2018 EUFA Winner - HAPPY AS LAZZARO
After a strong and passionate debate held by 22 students from 22 European countries in Hamburg the Italian film HAPPY AS LAZZARO (LAZZARO FELICE) by Alice Rohrwacher is the winner of the third European University Film Award (EUFA).
From the jury statement: "Alice Rohrwacher's HAPPY AS LAZZARO is an unconventional contemporary take on Italian Neorealism, shot on 16mm, that overcomes geographical and stylistic boundaries. The movie conveys the harshness of the exploitation of people in contemporary world and tackles topics such as class, poverty and ideology, through the eyes of the main character Lazzaro.
The decision has been made by Charlot Vanthournout (University of Antwerp / Belgium), Hana Pololáníková (Charles University, Prague / Czech Republic), Joachim Jelle (Aarhus University / Denmark), Lotta Laitila (University of Oulu Finland), Nina Pillet (Sorbonne Nouvelle Paris 3 / France), Franziska Weiler (Film University Babelsberg "Konrad Wolf" / Germany), Maria-Vaia Boufeti (University of the Aegean, Greece), Dorá Tibay (Catholic Péter-Pazmany University, Hungary), Kevin O'Shea (University College Cork / Ireland), Nemanja Milosevic (University Udine / Italy), Jort van Slooten (University Utrecht, Netherlands), Adam Teodorczyk (University of Lodz / Poland), Adél Páll (Sapientia University / Romania), Leire Muñoz Castelló (University of Basque Country / Spain), Johan Christensen (Linnaeus University / Sweden), Abel Zuchuat (University of Lausanne / Switzerland), Leia Gill (John Moores University Liverpool / Great Britain), Valerie Malcharczyk, (University Vienna/ Austria), Arína Vala Pórðardóttir (University Iceland/ Iceland), Sandra Meskauskaite (Vilnius University/Littauen), Ieva Augstkalna (Latvian Academy of Culture/Latvia), Ebru Güney (Kadir Has University/Turkey).
Further details can be found on the EUFA website here.
2017 EUFA Winner - HEARTSTONE
After a strong and passionate debate held by 19 students from 19 European countries in Hamburg the Icelandic film HEARTSTONE (Hjartasteinn) by Guðmundur Arnar Guðmundsson is the winner of the second European University Film Award (EUFA).
The winner was announced as part of the 30th European Film Awards in Berlin, at the welcome reception hosted by the Creative Europe Desk on December 8, 2017. The award was presented to Guðmundur Arnar Guðmundsson by Filmfest Hamburg director Albert Wiederspiel.
From the jury statement: "HEARTSTONE is a story about exploration of identities and growing up within an isolated Icelandic community.

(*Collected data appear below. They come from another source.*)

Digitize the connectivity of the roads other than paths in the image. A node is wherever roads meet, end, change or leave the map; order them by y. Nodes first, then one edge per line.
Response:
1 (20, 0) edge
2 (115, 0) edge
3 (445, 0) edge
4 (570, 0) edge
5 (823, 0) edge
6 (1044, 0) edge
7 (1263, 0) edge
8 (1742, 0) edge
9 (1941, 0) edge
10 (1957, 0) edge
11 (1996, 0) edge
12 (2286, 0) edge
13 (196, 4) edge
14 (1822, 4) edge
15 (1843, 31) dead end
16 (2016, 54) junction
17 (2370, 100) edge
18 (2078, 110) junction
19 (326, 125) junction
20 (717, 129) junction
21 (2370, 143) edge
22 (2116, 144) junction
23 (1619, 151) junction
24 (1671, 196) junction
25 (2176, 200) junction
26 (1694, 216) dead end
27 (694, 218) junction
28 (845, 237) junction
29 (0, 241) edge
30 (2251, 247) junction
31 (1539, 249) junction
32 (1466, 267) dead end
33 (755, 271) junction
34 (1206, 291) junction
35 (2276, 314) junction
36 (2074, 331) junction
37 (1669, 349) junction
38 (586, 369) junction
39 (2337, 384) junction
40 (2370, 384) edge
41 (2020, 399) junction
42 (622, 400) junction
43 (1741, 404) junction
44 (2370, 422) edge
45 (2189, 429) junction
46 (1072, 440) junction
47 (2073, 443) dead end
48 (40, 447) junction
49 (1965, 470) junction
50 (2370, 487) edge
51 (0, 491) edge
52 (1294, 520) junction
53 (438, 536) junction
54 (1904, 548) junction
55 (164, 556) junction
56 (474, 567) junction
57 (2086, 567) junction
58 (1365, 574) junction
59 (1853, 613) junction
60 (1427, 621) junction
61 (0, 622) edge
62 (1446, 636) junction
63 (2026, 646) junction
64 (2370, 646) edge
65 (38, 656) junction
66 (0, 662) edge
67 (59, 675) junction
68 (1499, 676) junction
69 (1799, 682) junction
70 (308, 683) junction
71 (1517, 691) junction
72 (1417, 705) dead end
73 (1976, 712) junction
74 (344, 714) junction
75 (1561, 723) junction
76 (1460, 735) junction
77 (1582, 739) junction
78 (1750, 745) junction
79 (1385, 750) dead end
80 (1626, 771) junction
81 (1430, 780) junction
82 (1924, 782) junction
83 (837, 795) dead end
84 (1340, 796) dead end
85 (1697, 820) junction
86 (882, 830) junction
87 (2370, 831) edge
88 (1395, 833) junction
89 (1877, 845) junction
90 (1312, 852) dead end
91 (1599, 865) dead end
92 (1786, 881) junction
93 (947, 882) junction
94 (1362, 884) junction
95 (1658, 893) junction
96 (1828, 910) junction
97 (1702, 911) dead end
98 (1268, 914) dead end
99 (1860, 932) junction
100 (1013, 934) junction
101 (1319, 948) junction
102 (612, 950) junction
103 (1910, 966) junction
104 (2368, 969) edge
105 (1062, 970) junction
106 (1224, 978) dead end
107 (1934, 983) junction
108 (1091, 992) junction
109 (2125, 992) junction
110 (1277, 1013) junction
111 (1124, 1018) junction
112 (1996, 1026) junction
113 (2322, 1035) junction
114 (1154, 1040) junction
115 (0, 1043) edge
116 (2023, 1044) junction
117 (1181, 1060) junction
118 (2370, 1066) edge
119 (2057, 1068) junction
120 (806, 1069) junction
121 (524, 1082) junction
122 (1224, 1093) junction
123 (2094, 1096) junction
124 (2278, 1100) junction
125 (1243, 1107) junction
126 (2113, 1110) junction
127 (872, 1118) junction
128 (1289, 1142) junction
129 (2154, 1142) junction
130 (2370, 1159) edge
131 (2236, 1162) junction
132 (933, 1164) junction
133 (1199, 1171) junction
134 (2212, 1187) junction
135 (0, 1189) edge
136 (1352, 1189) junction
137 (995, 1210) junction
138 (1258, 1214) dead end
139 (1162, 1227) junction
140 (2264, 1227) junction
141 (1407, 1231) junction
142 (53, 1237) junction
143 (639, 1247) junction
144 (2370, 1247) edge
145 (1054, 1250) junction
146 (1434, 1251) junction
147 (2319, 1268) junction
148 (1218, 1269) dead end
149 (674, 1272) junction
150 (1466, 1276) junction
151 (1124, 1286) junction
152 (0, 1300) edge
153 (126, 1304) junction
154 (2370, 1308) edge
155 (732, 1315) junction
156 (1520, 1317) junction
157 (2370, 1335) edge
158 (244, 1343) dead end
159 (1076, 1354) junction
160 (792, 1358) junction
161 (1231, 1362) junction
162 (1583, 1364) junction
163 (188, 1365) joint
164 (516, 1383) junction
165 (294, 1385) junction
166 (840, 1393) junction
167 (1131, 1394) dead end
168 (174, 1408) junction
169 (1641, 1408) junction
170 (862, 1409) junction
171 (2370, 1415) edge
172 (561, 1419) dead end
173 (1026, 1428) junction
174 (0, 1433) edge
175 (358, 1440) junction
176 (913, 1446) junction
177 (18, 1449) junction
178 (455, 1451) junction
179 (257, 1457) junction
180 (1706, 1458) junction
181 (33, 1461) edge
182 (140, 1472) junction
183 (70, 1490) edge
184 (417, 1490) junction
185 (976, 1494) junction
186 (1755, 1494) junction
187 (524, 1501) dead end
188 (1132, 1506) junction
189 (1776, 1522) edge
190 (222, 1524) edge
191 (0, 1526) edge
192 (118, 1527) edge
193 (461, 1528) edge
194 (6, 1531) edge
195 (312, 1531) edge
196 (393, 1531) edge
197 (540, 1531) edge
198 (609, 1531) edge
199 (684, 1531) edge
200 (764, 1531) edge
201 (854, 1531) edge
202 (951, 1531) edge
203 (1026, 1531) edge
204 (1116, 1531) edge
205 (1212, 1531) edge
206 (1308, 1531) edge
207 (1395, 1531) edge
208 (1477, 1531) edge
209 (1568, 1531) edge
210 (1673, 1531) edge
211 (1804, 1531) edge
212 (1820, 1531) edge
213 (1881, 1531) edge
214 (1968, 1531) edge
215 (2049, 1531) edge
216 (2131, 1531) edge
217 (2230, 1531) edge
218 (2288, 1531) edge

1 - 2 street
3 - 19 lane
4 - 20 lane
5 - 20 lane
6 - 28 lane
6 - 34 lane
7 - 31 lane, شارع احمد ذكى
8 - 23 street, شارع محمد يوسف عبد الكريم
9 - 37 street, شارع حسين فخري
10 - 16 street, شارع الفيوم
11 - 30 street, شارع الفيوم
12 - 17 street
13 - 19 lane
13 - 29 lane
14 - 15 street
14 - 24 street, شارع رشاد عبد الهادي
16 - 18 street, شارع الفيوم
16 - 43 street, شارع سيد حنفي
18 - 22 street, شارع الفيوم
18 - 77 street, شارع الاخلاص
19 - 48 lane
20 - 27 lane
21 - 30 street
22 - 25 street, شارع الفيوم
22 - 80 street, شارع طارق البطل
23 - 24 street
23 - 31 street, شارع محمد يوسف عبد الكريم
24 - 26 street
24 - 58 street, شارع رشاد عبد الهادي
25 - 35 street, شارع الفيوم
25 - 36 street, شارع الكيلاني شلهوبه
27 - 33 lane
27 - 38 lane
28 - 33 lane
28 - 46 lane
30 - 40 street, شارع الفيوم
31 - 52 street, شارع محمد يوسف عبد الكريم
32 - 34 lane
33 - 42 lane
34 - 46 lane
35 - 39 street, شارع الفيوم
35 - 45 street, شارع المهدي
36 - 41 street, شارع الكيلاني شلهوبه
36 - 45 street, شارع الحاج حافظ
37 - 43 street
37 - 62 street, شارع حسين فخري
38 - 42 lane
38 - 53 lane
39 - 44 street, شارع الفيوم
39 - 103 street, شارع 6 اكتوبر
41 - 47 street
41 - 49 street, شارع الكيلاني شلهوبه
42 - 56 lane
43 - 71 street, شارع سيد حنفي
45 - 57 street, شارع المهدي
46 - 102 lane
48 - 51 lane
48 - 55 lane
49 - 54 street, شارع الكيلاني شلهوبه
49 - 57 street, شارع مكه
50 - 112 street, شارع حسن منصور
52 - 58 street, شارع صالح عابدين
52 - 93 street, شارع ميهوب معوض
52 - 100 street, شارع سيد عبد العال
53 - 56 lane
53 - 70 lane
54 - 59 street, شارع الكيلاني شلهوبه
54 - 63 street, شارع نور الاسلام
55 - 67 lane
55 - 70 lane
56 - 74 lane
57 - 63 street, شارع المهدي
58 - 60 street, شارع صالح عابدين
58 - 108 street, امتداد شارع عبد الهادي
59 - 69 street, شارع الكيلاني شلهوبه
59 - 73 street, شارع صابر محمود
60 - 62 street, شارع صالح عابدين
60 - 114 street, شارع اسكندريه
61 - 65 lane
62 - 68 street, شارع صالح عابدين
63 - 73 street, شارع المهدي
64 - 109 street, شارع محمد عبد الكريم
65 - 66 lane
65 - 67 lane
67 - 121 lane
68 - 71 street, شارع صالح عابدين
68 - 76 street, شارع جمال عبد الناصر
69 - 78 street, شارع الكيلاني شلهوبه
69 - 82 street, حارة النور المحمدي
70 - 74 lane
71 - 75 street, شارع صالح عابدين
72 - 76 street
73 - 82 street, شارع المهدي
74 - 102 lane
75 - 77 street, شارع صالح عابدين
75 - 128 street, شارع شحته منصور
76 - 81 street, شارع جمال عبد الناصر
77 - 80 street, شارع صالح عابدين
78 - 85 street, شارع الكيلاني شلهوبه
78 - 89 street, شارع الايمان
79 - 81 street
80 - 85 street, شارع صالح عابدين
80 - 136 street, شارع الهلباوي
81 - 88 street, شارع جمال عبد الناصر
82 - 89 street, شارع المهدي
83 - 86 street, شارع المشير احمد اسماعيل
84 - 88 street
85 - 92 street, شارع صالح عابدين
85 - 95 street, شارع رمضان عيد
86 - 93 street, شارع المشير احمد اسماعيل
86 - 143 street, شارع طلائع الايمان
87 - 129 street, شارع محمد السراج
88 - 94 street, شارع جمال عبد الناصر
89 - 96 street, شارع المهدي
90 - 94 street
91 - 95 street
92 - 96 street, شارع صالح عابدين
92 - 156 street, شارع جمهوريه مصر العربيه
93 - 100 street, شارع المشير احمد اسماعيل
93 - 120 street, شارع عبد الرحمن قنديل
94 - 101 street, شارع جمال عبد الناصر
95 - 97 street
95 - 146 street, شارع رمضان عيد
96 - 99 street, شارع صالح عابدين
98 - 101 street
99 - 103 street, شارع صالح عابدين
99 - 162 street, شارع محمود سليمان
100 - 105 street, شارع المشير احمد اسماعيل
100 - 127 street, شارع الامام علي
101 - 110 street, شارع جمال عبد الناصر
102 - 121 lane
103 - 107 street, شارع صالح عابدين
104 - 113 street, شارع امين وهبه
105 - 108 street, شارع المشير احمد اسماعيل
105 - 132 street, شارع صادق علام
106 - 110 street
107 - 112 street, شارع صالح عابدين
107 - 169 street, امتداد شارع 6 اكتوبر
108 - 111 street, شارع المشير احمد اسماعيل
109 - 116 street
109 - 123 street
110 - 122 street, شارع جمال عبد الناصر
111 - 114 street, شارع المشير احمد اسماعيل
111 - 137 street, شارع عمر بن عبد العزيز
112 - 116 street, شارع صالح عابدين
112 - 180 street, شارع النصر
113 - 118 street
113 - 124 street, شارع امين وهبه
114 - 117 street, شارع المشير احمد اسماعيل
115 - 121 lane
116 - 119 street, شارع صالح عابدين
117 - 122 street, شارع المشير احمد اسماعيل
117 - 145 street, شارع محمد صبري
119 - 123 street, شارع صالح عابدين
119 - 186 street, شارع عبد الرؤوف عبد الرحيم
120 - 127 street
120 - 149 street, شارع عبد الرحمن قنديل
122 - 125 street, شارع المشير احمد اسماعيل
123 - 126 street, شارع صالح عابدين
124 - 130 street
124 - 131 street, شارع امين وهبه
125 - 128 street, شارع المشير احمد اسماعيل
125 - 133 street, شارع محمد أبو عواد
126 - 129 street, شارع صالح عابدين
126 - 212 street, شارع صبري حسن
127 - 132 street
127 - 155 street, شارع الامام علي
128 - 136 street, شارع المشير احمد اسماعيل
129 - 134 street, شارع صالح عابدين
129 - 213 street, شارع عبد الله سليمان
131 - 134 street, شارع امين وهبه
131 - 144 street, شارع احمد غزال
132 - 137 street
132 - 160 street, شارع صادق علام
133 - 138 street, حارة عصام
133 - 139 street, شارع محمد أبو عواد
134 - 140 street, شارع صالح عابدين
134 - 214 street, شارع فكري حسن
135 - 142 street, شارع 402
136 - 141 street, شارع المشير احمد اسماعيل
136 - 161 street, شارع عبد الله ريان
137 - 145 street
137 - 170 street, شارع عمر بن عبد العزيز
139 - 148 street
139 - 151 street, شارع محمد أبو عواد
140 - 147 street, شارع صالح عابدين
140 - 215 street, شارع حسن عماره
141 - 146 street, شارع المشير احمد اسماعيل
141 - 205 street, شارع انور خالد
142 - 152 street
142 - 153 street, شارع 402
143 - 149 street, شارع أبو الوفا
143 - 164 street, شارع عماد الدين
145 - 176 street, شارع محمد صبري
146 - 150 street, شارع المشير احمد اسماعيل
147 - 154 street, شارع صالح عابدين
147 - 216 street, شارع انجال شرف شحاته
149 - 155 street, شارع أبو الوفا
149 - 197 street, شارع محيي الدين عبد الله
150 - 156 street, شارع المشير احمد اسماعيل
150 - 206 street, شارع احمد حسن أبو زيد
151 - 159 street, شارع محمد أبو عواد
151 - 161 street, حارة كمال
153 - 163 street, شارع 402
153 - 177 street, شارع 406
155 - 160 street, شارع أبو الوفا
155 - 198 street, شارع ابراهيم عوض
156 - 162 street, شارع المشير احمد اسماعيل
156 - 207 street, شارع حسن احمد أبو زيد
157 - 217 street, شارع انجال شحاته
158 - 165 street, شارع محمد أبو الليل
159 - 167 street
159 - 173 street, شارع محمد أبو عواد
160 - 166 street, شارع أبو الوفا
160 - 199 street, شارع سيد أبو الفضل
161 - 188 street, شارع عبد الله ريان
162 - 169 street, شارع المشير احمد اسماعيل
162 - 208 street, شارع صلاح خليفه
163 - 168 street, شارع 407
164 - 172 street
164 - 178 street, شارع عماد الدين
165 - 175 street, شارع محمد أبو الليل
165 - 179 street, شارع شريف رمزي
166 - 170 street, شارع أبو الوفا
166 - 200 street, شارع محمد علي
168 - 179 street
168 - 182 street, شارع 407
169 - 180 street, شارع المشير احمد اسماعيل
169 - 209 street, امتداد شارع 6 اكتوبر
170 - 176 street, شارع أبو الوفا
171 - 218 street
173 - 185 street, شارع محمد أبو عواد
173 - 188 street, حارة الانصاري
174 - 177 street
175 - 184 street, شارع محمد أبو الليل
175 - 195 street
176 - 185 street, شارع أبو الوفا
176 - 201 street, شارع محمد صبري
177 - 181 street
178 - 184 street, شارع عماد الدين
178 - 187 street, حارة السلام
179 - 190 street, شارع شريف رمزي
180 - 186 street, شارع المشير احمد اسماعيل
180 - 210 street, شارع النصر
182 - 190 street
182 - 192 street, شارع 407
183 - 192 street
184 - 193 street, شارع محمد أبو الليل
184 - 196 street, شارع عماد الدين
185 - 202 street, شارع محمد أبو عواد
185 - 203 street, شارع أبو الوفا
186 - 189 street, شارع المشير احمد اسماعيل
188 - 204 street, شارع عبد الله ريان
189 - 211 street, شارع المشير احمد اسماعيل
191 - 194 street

It highlights the pressure placed on people to conform to particular gender conventions and social norms. The film offers an individual and unique perspective on the difficulty of experiencing and suppressing same-sex attraction in small, disconnected communities. As an up and coming talent, Guðmundur Arnar Guðmundsson delivers an immersive story visualized by overwhelming natural landscapes and beautiful performances. It stands out not only because it is a good film, but also because it explores relevant contemporary issues within today's society.."
The jury consisted of: Samira Damato (University of Antwerp / Belgium), Alexej Fonar (Charles University, Prague / Czech Republic), Casper Ørvad Silber (Aarhus University / Denmark), Reetta Pirttikoski (University of Oulu / Finland), Salomé Thiry (Université Sorbonne Nouv. Paris 3. / France), Stine Kutschke (University of Rostock / Germany), Esmerina Hamzallari (University of the Aegean / Greece), Martin Kiss (Pázmány Péter Catholic University / Hungary), Amy Louise O'Callaghan (University College Cork / Ireland), Hed Eliahu Lasry (Sapir College / Israel), Inès Roy (University of Udine / Italy), Femke Sue van Bragt (Utrecht University / Netherlands), Zuzanna Woźniak (University of Lodz / Poland), Tamás Szabó (Sapientia University / Romania), Vanja Senicic (Singidunum University / Serbia), Andrea Landaluce (University of the Basque Country / Spain), Ida Alice Niklasson (Linnaeus University / Sweden), Océane-Marie Wannaz (Université de Lausanne / Switzerland) and Madison Coyle (Liverpool John Moores University / United Kingdom).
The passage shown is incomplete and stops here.